◆ **What you should do**
Print every record word for word.

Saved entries
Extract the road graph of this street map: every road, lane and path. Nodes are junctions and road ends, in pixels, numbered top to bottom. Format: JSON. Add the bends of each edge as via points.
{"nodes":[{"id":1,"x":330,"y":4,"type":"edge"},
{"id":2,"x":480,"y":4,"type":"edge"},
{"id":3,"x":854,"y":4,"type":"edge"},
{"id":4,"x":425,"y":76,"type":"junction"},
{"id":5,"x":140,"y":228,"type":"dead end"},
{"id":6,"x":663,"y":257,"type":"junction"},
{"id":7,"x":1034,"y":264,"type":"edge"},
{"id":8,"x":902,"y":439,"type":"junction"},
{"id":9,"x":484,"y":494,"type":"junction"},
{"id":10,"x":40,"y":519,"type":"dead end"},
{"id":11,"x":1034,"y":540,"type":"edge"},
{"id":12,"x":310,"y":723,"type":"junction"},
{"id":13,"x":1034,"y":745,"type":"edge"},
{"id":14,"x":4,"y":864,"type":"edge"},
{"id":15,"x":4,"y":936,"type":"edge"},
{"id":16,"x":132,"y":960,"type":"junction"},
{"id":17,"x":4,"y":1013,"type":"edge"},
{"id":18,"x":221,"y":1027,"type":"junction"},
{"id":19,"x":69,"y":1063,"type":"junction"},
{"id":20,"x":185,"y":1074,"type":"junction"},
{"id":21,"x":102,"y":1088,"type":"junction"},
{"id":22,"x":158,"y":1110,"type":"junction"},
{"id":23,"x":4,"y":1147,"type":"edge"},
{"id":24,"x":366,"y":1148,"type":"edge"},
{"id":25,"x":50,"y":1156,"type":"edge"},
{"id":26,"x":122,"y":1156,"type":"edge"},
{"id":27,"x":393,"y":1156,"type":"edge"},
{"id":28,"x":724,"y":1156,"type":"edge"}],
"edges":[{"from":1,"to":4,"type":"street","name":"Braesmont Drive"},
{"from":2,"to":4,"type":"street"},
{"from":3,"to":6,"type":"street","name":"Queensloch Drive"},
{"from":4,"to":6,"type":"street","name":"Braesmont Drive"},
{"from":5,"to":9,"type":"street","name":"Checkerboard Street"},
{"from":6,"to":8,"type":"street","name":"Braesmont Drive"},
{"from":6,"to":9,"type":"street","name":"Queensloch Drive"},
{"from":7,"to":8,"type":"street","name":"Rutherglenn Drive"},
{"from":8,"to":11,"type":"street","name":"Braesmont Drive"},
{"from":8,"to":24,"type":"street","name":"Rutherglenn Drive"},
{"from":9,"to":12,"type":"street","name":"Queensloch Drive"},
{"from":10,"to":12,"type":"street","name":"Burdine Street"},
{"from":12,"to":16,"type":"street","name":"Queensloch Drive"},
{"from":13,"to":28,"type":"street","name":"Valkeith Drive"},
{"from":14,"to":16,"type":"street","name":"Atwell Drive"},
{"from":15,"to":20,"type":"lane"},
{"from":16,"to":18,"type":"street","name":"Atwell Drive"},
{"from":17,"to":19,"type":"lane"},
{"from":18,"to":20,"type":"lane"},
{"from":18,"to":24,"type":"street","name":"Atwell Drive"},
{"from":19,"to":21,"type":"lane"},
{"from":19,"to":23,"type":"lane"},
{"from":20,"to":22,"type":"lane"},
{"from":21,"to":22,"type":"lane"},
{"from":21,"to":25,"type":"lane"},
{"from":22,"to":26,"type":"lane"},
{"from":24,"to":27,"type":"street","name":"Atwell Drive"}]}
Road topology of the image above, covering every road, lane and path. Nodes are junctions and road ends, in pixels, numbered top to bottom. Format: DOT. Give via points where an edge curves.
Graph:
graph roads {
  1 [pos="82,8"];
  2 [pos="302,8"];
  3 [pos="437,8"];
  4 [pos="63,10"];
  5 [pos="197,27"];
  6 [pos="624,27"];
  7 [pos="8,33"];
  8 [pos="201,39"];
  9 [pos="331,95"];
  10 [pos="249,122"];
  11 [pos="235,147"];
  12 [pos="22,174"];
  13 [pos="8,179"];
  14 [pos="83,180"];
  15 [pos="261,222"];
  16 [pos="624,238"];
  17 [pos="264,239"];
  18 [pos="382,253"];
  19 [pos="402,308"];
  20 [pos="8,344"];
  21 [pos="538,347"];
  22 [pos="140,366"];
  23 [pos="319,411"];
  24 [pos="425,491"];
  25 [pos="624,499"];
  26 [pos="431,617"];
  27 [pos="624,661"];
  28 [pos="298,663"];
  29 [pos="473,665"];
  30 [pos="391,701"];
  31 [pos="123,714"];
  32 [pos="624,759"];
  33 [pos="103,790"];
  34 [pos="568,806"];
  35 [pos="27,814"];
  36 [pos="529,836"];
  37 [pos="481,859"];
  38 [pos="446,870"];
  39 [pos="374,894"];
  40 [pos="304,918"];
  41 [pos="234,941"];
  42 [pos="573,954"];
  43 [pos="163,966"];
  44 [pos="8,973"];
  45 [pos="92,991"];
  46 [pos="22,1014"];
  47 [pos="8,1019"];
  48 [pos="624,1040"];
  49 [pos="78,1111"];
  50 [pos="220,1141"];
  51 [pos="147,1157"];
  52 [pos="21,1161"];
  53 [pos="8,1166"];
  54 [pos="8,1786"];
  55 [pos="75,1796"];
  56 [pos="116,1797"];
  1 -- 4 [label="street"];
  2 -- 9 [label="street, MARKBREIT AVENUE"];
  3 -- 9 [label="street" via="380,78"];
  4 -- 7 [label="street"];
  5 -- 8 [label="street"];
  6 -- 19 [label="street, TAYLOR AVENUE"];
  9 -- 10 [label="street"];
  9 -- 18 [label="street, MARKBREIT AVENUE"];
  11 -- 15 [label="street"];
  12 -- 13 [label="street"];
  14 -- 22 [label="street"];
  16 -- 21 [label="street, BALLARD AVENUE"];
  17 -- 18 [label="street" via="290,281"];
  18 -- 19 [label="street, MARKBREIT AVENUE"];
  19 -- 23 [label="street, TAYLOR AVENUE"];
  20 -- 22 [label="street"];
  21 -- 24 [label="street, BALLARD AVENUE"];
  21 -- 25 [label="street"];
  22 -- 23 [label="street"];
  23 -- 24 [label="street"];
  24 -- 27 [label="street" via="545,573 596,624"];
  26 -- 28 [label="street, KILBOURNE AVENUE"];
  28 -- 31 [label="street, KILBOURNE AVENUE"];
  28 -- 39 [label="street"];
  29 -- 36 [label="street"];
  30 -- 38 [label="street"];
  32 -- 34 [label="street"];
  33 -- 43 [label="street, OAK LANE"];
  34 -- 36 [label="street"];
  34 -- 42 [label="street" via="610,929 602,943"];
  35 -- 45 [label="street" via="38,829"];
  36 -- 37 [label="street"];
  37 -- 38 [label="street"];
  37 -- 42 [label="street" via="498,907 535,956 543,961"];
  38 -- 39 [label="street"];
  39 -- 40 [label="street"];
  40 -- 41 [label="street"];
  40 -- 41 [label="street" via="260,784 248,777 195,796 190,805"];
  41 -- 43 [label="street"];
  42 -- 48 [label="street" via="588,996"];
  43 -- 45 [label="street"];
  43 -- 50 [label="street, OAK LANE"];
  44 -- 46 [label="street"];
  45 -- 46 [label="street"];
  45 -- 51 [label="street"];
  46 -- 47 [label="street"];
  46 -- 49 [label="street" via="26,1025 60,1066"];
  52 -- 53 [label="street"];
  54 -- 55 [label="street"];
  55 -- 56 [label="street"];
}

◆ **Task answer**
Extract the road graph of this street map: every road, lane and path. Nodes are junctions and road ends, in pixels, numbered top to bottom. Format: JSON. Add the bends of each edge as via points.
{"nodes":[{"id":1,"x":330,"y":4,"type":"edge"},
{"id":2,"x":480,"y":4,"type":"edge"},
{"id":3,"x":854,"y":4,"type":"edge"},
{"id":4,"x":425,"y":76,"type":"junction"},
{"id":5,"x":140,"y":228,"type":"dead end"},
{"id":6,"x":663,"y":257,"type":"junction"},
{"id":7,"x":1034,"y":264,"type":"edge"},
{"id":8,"x":902,"y":439,"type":"junction"},
{"id":9,"x":484,"y":494,"type":"junction"},
{"id":10,"x":40,"y":519,"type":"dead end"},
{"id":11,"x":1034,"y":540,"type":"edge"},
{"id":12,"x":310,"y":723,"type":"junction"},
{"id":13,"x":1034,"y":745,"type":"edge"},
{"id":14,"x":4,"y":864,"type":"edge"},
{"id":15,"x":4,"y":936,"type":"edge"},
{"id":16,"x":132,"y":960,"type":"junction"},
{"id":17,"x":4,"y":1013,"type":"edge"},
{"id":18,"x":221,"y":1027,"type":"junction"},
{"id":19,"x":69,"y":1063,"type":"junction"},
{"id":20,"x":185,"y":1074,"type":"junction"},
{"id":21,"x":102,"y":1088,"type":"junction"},
{"id":22,"x":158,"y":1110,"type":"junction"},
{"id":23,"x":4,"y":1147,"type":"edge"},
{"id":24,"x":366,"y":1148,"type":"edge"},
{"id":25,"x":50,"y":1156,"type":"edge"},
{"id":26,"x":122,"y":1156,"type":"edge"},
{"id":27,"x":393,"y":1156,"type":"edge"},
{"id":28,"x":724,"y":1156,"type":"edge"}],
"edges":[{"from":1,"to":4,"type":"street","name":"Braesmont Drive"},
{"from":2,"to":4,"type":"street"},
{"from":3,"to":6,"type":"street","name":"Queensloch Drive"},
{"from":4,"to":6,"type":"street","name":"Braesmont Drive"},
{"from":5,"to":9,"type":"street","name":"Checkerboard Street"},
{"from":6,"to":8,"type":"street","name":"Braesmont Drive"},
{"from":6,"to":9,"type":"street","name":"Queensloch Drive"},
{"from":7,"to":8,"type":"street","name":"Rutherglenn Drive"},
{"from":8,"to":11,"type":"street","name":"Braesmont Drive"},
{"from":8,"to":24,"type":"street","name":"Rutherglenn Drive"},
{"from":9,"to":12,"type":"street","name":"Queensloch Drive"},
{"from":10,"to":12,"type":"street","name":"Burdine Street"},
{"from":12,"to":16,"type":"street","name":"Queensloch Drive"},
{"from":13,"to":28,"type":"street","name":"Valkeith Drive"},
{"from":14,"to":16,"type":"street","name":"Atwell Drive"},
{"from":15,"to":20,"type":"lane"},
{"from":16,"to":18,"type":"street","name":"Atwell Drive"},
{"from":17,"to":19,"type":"lane"},
{"from":18,"to":20,"type":"lane"},
{"from":18,"to":24,"type":"street","name":"Atwell Drive"},
{"from":19,"to":21,"type":"lane"},
{"from":19,"to":23,"type":"lane"},
{"from":20,"to":22,"type":"lane"},
{"from":21,"to":22,"type":"lane"},
{"from":21,"to":25,"type":"lane"},
{"from":22,"to":26,"type":"lane"},
{"from":24,"to":27,"type":"street","name":"Atwell Drive"}]}
Road topology of the image above, covering every road, lane and path. Nodes are junctions and road ends, in pixels, numbered top to bottom. Format: DOT. Give via points where an edge curves.
Graph:
graph roads {
  1 [pos="82,8"];
  2 [pos="302,8"];
  3 [pos="437,8"];
  4 [pos="63,10"];
  5 [pos="197,27"];
  6 [pos="624,27"];
  7 [pos="8,33"];
  8 [pos="201,39"];
  9 [pos="331,95"];
  10 [pos="249,122"];
  11 [pos="235,147"];
  12 [pos="22,174"];
  13 [pos="8,179"];
  14 [pos="83,180"];
  15 [pos="261,222"];
  16 [pos="624,238"];
  17 [pos="264,239"];
  18 [pos="382,253"];
  19 [pos="402,308"];
  20 [pos="8,344"];
  21 [pos="538,347"];
  22 [pos="140,366"];
  23 [pos="319,411"];
  24 [pos="425,491"];
  25 [pos="624,499"];
  26 [pos="431,617"];
  27 [pos="624,661"];
  28 [pos="298,663"];
  29 [pos="473,665"];
  30 [pos="391,701"];
  31 [pos="123,714"];
  32 [pos="624,759"];
  33 [pos="103,790"];
  34 [pos="568,806"];
  35 [pos="27,814"];
  36 [pos="529,836"];
  37 [pos="481,859"];
  38 [pos="446,870"];
  39 [pos="374,894"];
  40 [pos="304,918"];
  41 [pos="234,941"];
  42 [pos="573,954"];
  43 [pos="163,966"];
  44 [pos="8,973"];
  45 [pos="92,991"];
  46 [pos="22,1014"];
  47 [pos="8,1019"];
  48 [pos="624,1040"];
  49 [pos="78,1111"];
  50 [pos="220,1141"];
  51 [pos="147,1157"];
  52 [pos="21,1161"];
  53 [pos="8,1166"];
  54 [pos="8,1786"];
  55 [pos="75,1796"];
  56 [pos="116,1797"];
  1 -- 4 [label="street"];
  2 -- 9 [label="street, MARKBREIT AVENUE"];
  3 -- 9 [label="street" via="380,78"];
  4 -- 7 [label="street"];
  5 -- 8 [label="street"];
  6 -- 19 [label="street, TAYLOR AVENUE"];
  9 -- 10 [label="street"];
  9 -- 18 [label="street, MARKBREIT AVENUE"];
  11 -- 15 [label="street"];
  12 -- 13 [label="street"];
  14 -- 22 [label="street"];
  16 -- 21 [label="street, BALLARD AVENUE"];
  17 -- 18 [label="street" via="290,281"];
  18 -- 19 [label="street, MARKBREIT AVENUE"];
  19 -- 23 [label="street, TAYLOR AVENUE"];
  20 -- 22 [label="street"];
  21 -- 24 [label="street, BALLARD AVENUE"];
  21 -- 25 [label="street"];
  22 -- 23 [label="street"];
  23 -- 24 [label="street"];
  24 -- 27 [label="street" via="545,573 596,624"];
  26 -- 28 [label="street, KILBOURNE AVENUE"];
  28 -- 31 [label="street, KILBOURNE AVENUE"];
  28 -- 39 [label="street"];
  29 -- 36 [label="street"];
  30 -- 38 [label="street"];
  32 -- 34 [label="street"];
  33 -- 43 [label="street, OAK LANE"];
  34 -- 36 [label="street"];
  34 -- 42 [label="street" via="610,929 602,943"];
  35 -- 45 [label="street" via="38,829"];
  36 -- 37 [label="street"];
  37 -- 38 [label="street"];
  37 -- 42 [label="street" via="498,907 535,956 543,961"];
  38 -- 39 [label="street"];
  39 -- 40 [label="street"];
  40 -- 41 [label="street"];
  40 -- 41 [label="street" via="260,784 248,777 195,796 190,805"];
  41 -- 43 [label="street"];
  42 -- 48 [label="street" via="588,996"];
  43 -- 45 [label="street"];
  43 -- 50 [label="street, OAK LANE"];
  44 -- 46 [label="street"];
  45 -- 46 [label="street"];
  45 -- 51 [label="street"];
  46 -- 47 [label="street"];
  46 -- 49 [label="street" via="26,1025 60,1066"];
  52 -- 53 [label="street"];
  54 -- 55 [label="street"];
  55 -- 56 [label="street"];
}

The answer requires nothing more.